Regular readers know that I’m skeptical of using “yards per carry” to evaluate running backs. That’s because YPC is not very consistent from year to year. But it’s also not consistent even* within the same year*. For example, In 2013, Giovani Bernard rushed 92 times for 291 yards in even-numbered games last year, producing a weak 3.16 YPC average. But in odd-numbered games, Bernard averaged 5.18 YPC, rushing 78 times for 404 yards!

Jamaal Charles also showed a preference for odd-numbered games, averaging 5.80 YPC in games 1, 3, 5, etc., and only 3.96 YPC in even-numbered games. Buffalo’s C.J. Spiller had a reverse split, producing 5.57 YPC in even games and 3.61 YPC in odd games.

Okay, this stuff is meaningless, you say. Who cares about these random splits? Well, there are a couple of reasons to care. For starters, these splits serve as a great reminder that splits happen. If Spiller averaged 3.61 YPC in the first half of the year and 5.57 in the second half, the narrative would be that Spiller was finally healthy by the end of the year, and was set up for a monster 2014 campaign. Meanwhile, if Charles had seen his YPC fall from 5.8 YPC in the first eight games to 3.96 in the back eight, the narrative would be that he couldn’t handle a heavy workload, was breaking down, and could be a huge bust this year. Narratives are easy to invent, and remembering that “splits happen” is an important part of any analysis.
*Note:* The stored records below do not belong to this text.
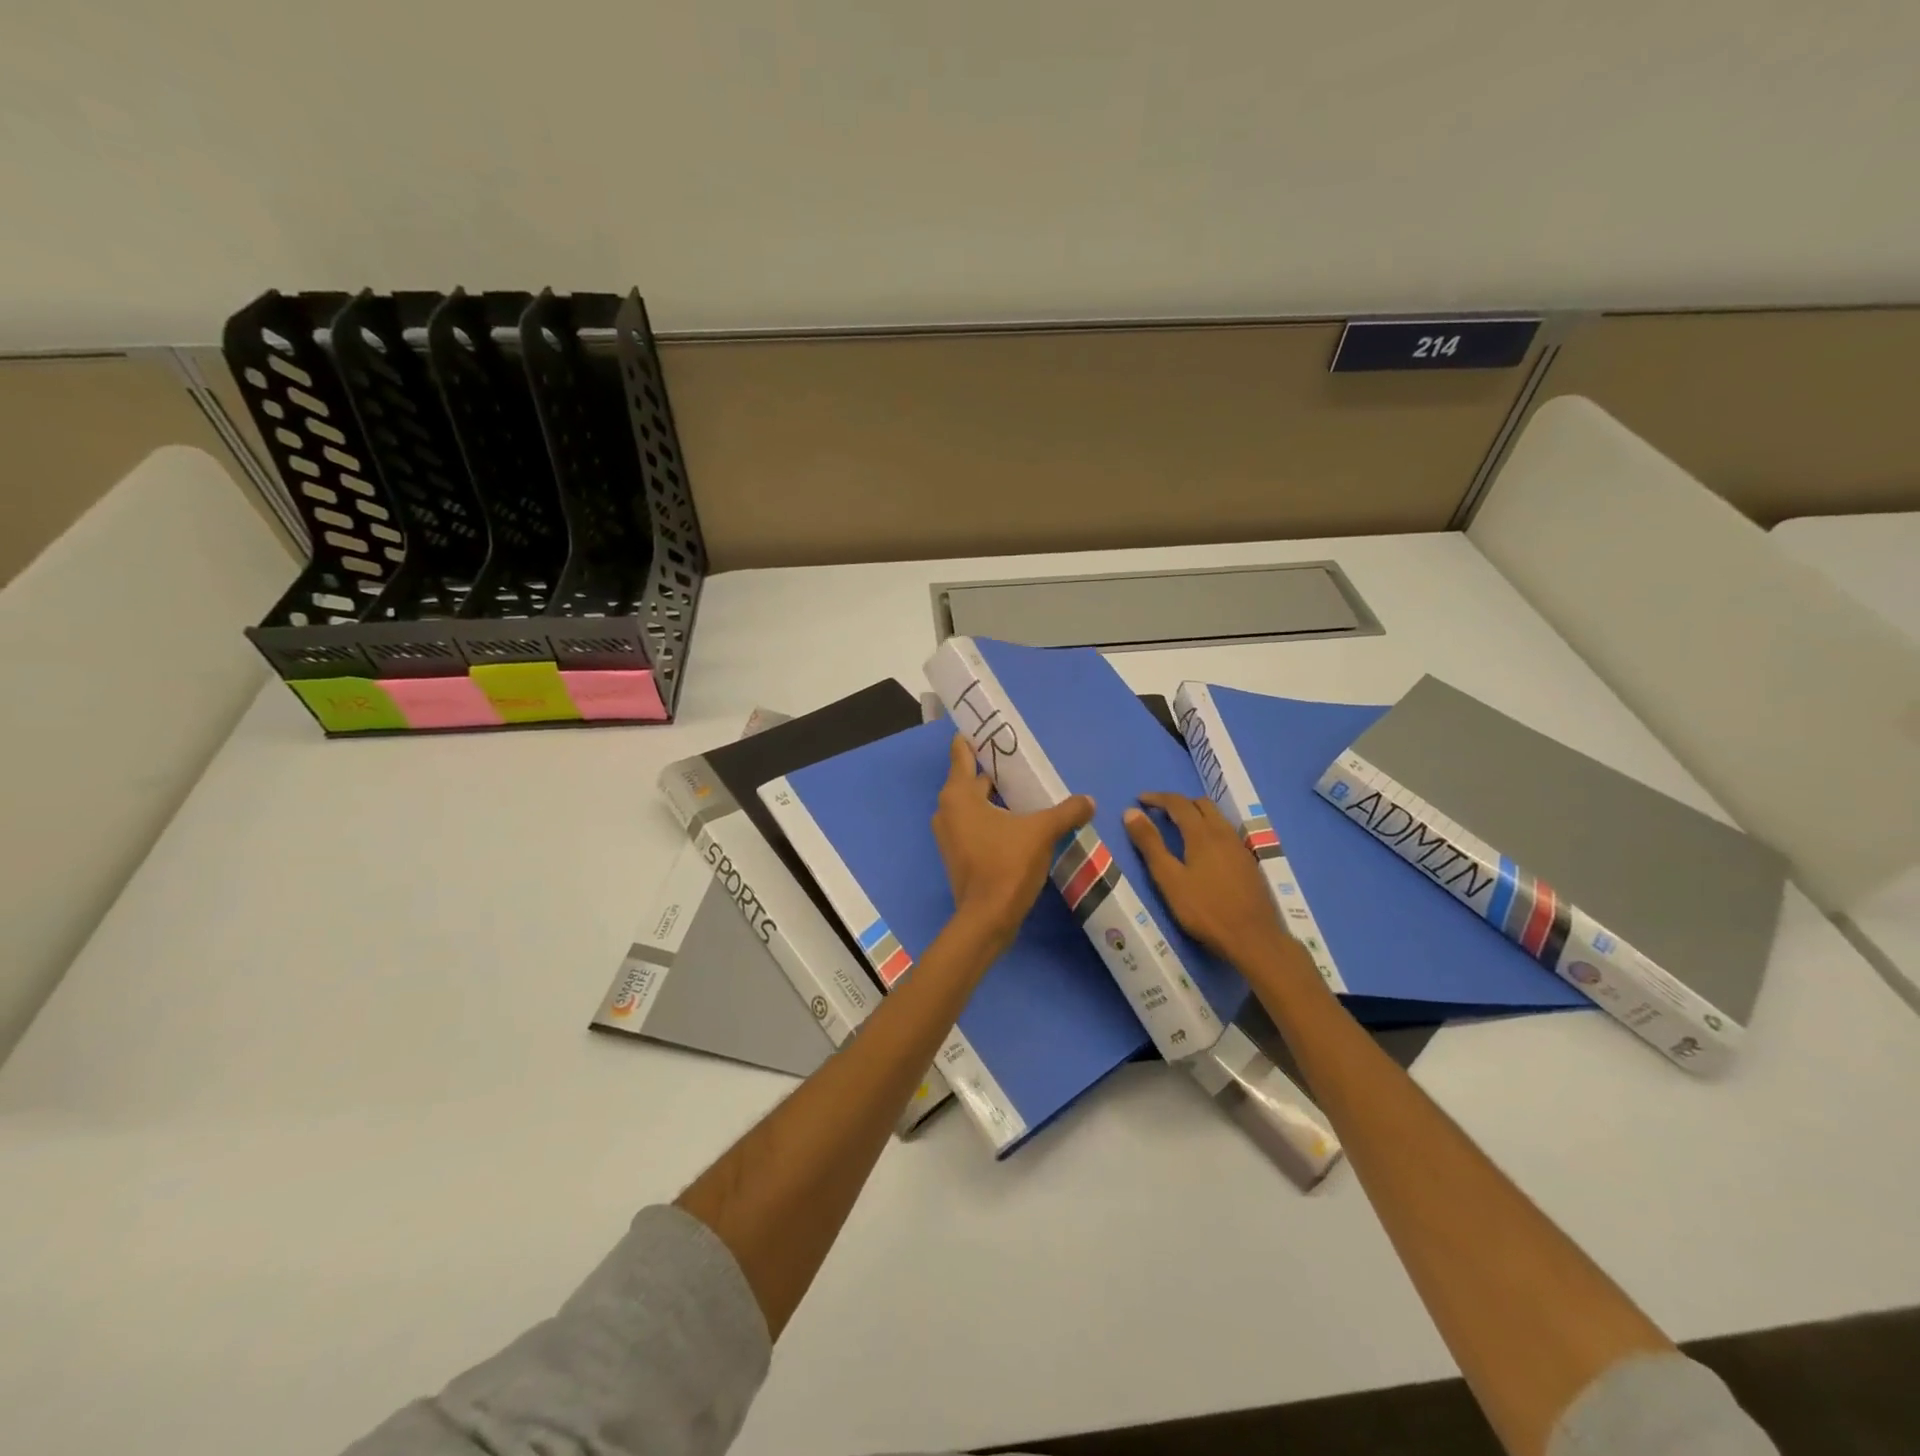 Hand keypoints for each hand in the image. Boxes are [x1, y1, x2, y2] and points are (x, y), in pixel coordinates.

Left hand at [932, 733, 1094, 948]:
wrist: (986, 919)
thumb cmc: (1007, 865)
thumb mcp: (1041, 832)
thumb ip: (1066, 811)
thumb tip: (1089, 800)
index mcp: (959, 795)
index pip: (961, 753)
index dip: (973, 738)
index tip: (989, 726)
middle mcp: (947, 809)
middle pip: (971, 779)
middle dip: (995, 770)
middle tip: (1023, 761)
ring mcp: (950, 834)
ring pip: (974, 804)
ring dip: (996, 797)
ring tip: (1026, 790)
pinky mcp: (959, 853)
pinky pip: (975, 824)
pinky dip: (993, 818)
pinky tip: (1019, 822)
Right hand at [1124, 793, 1288, 965]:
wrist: (1253, 939)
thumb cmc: (1204, 910)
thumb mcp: (1169, 878)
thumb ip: (1150, 844)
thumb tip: (1131, 812)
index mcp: (1202, 834)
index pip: (1178, 803)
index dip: (1158, 798)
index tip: (1140, 799)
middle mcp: (1224, 833)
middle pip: (1202, 804)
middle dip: (1179, 803)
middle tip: (1159, 813)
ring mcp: (1240, 848)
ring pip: (1217, 818)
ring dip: (1196, 814)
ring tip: (1179, 829)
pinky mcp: (1248, 863)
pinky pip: (1226, 833)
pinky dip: (1210, 829)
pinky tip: (1204, 851) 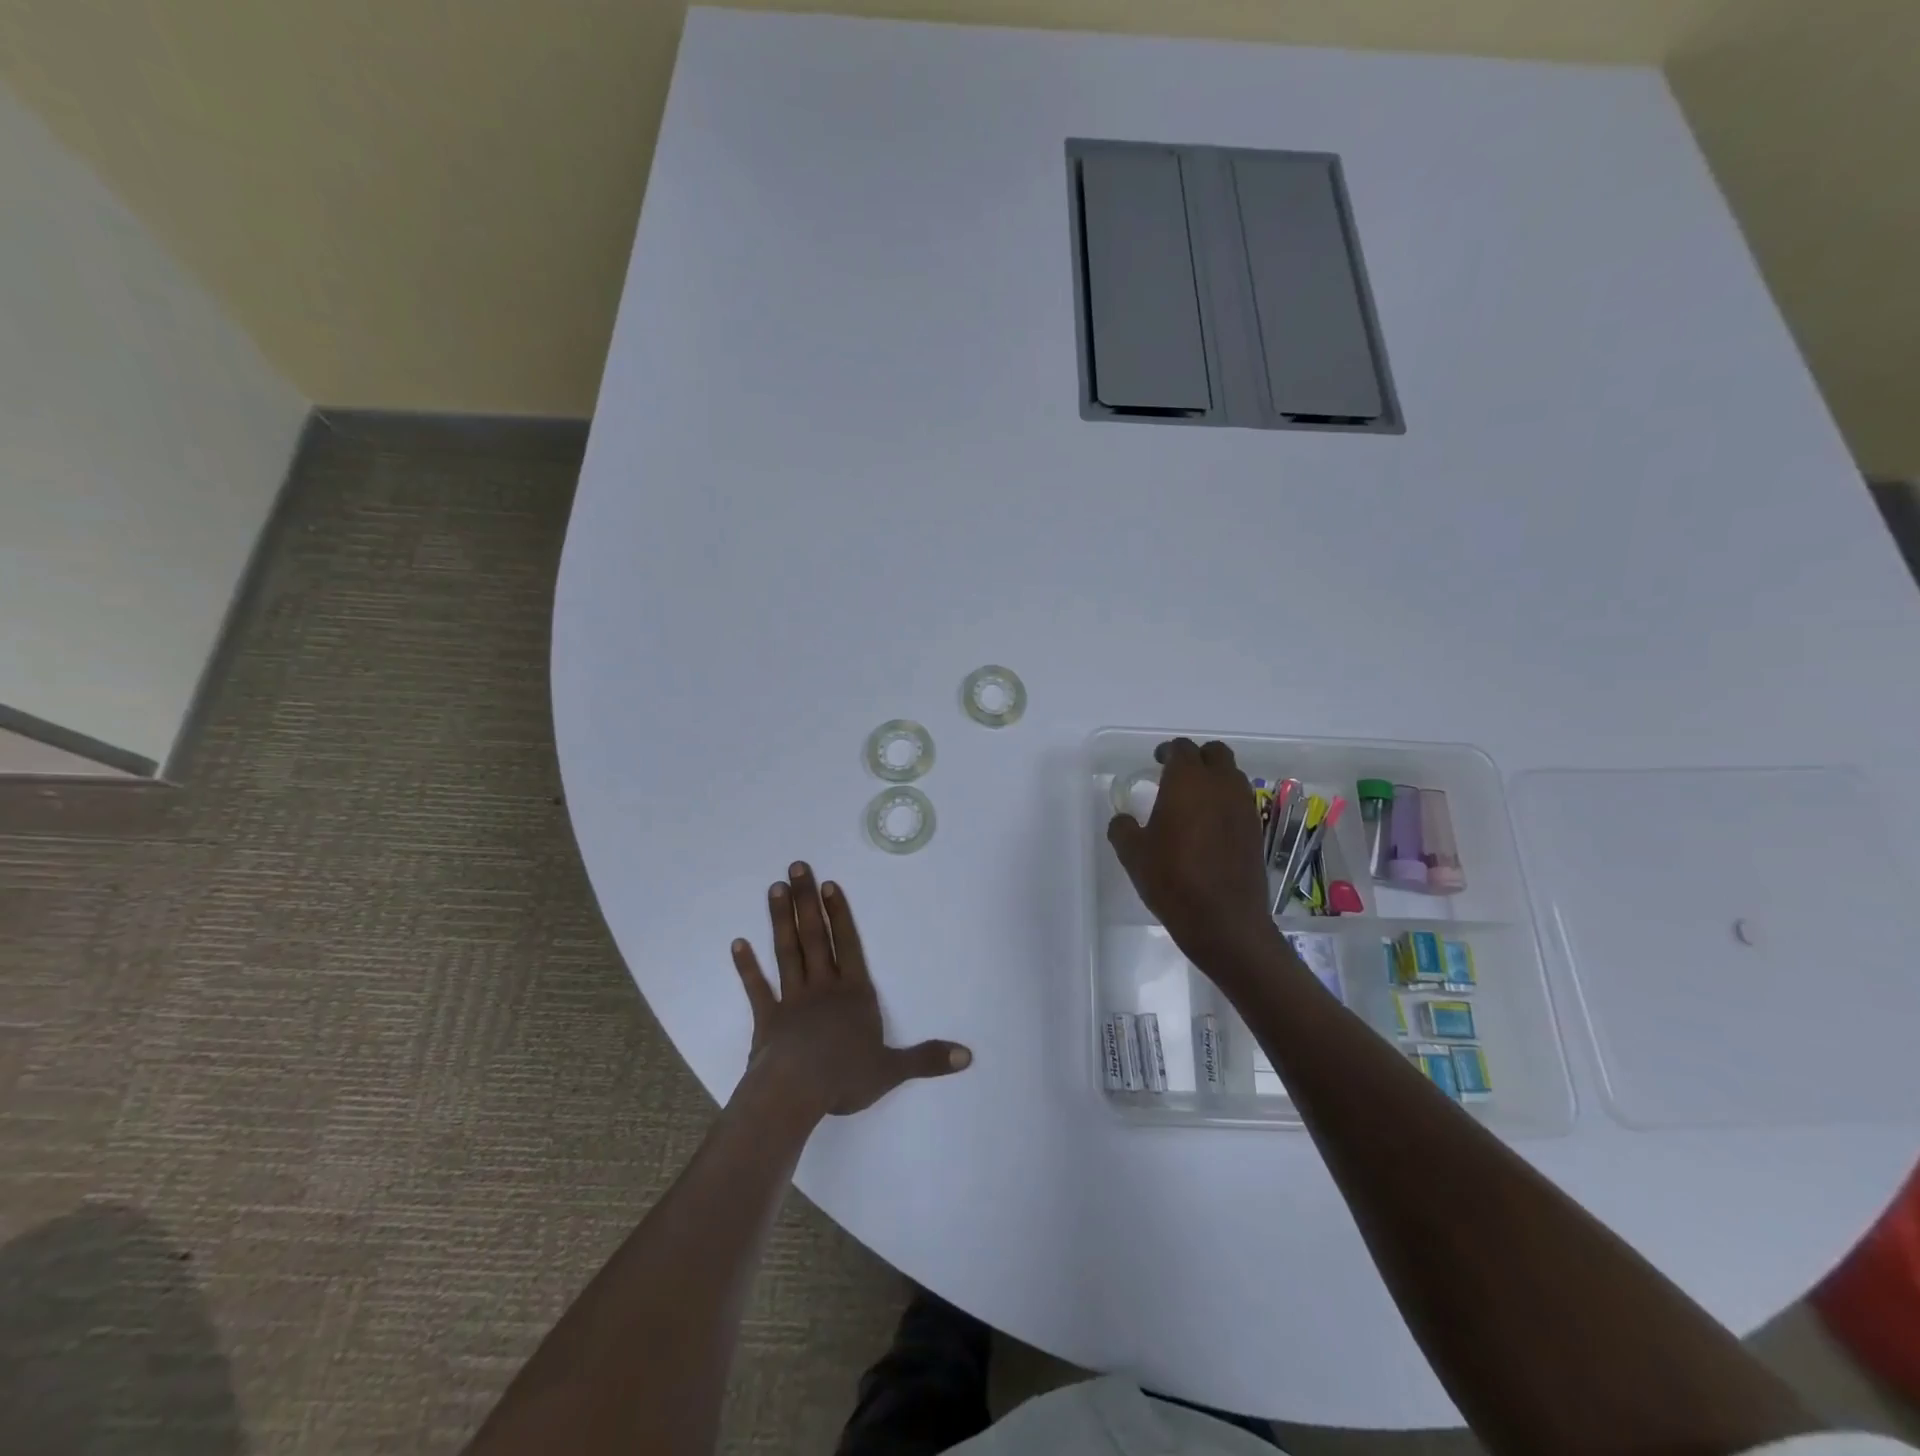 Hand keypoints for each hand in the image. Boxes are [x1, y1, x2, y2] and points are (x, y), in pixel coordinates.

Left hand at [731, 862, 971, 1118]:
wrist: (795, 1093)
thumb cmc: (845, 1077)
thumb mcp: (892, 1069)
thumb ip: (927, 1059)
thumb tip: (967, 1057)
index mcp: (854, 995)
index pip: (848, 946)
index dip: (839, 915)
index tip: (828, 885)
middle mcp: (823, 987)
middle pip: (815, 937)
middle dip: (807, 901)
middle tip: (797, 867)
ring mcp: (792, 1000)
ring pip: (787, 952)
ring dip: (781, 920)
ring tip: (775, 889)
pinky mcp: (767, 1019)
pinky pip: (757, 988)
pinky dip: (747, 966)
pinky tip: (738, 943)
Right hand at [1107, 739, 1276, 965]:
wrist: (1224, 920)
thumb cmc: (1172, 880)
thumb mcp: (1133, 854)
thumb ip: (1123, 828)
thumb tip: (1123, 819)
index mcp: (1188, 782)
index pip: (1182, 749)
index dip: (1168, 752)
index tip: (1157, 762)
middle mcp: (1221, 786)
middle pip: (1215, 753)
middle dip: (1197, 758)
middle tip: (1177, 775)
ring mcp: (1244, 807)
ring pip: (1232, 775)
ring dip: (1214, 778)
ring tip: (1194, 800)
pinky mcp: (1256, 830)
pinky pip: (1240, 801)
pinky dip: (1226, 802)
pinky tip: (1210, 825)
But there are other reasons these weird splits are useful to know. Because while the examples above are extreme, they’re representative of the general rule: YPC is not very sticky. From 1990 to 2013, there were 1,512 running backs who recorded at least 75 rushes in either even-numbered games (2, 4, 6, 8, 10, 12, 14, and 16) or odd-numbered games.

Suppose you know that a running back averaged 5.00 YPC in an eight-game subset. What would you project his YPC average for the other eight games? The answer isn’t anywhere near 5.00; in fact, it’s around 4.37. And a running back who averaged 3.5 YPC in one eight-game sample would be projected to averaged 3.92 YPC in the other eight games.

That’s because the best-fit linear formula to predict YPC using the above-mentioned data set is:

Future YPC = 2.875 + 0.300 * Prior_YPC (R^2 = 0.09)

If yards per carry isn’t sticky within a season, it certainly shouldn’t be expected to be consistent in future seasons, when roster turnover, coaching changes, and age can play significant roles. The fact that YPC is so inconsistent even within a single season is quite revealing. So what is sticky? Well, using the exact same data set, rushing yards is quite a bit stickier:

Future RushYds = 125.6 + 0.727 * Prior_RushYds (R^2 = 0.46)

Remember, we’re looking at eight-game samples here; this tells us we regress the rushing yards data we have, but only a little bit: 73% of the prior rushing yards is used to predict the future. So if a back has rushed for 700 yards in one 8-game sample, we project him to rush for 635 yards in the other eight-game split.

But, as careful readers have no doubt already figured out, **rush attempts** is by far the stickiest stat.

Future Rush Att = 11.3 + 0.884 * Prior_Rush_Att (R^2 = 0.64)

That’s an incredibly high “stickiness” rate of 88.4%. This makes sense, since rush attempts is not at all sensitive to outliers, but that’s still a shockingly-high retention rate. Now, let’s say we’re halfway through the season and you want to project a player’s number of future rushing yards. This analysis would suggest that you want to place much more emphasis on past rush attempts than anything else. How much emphasis?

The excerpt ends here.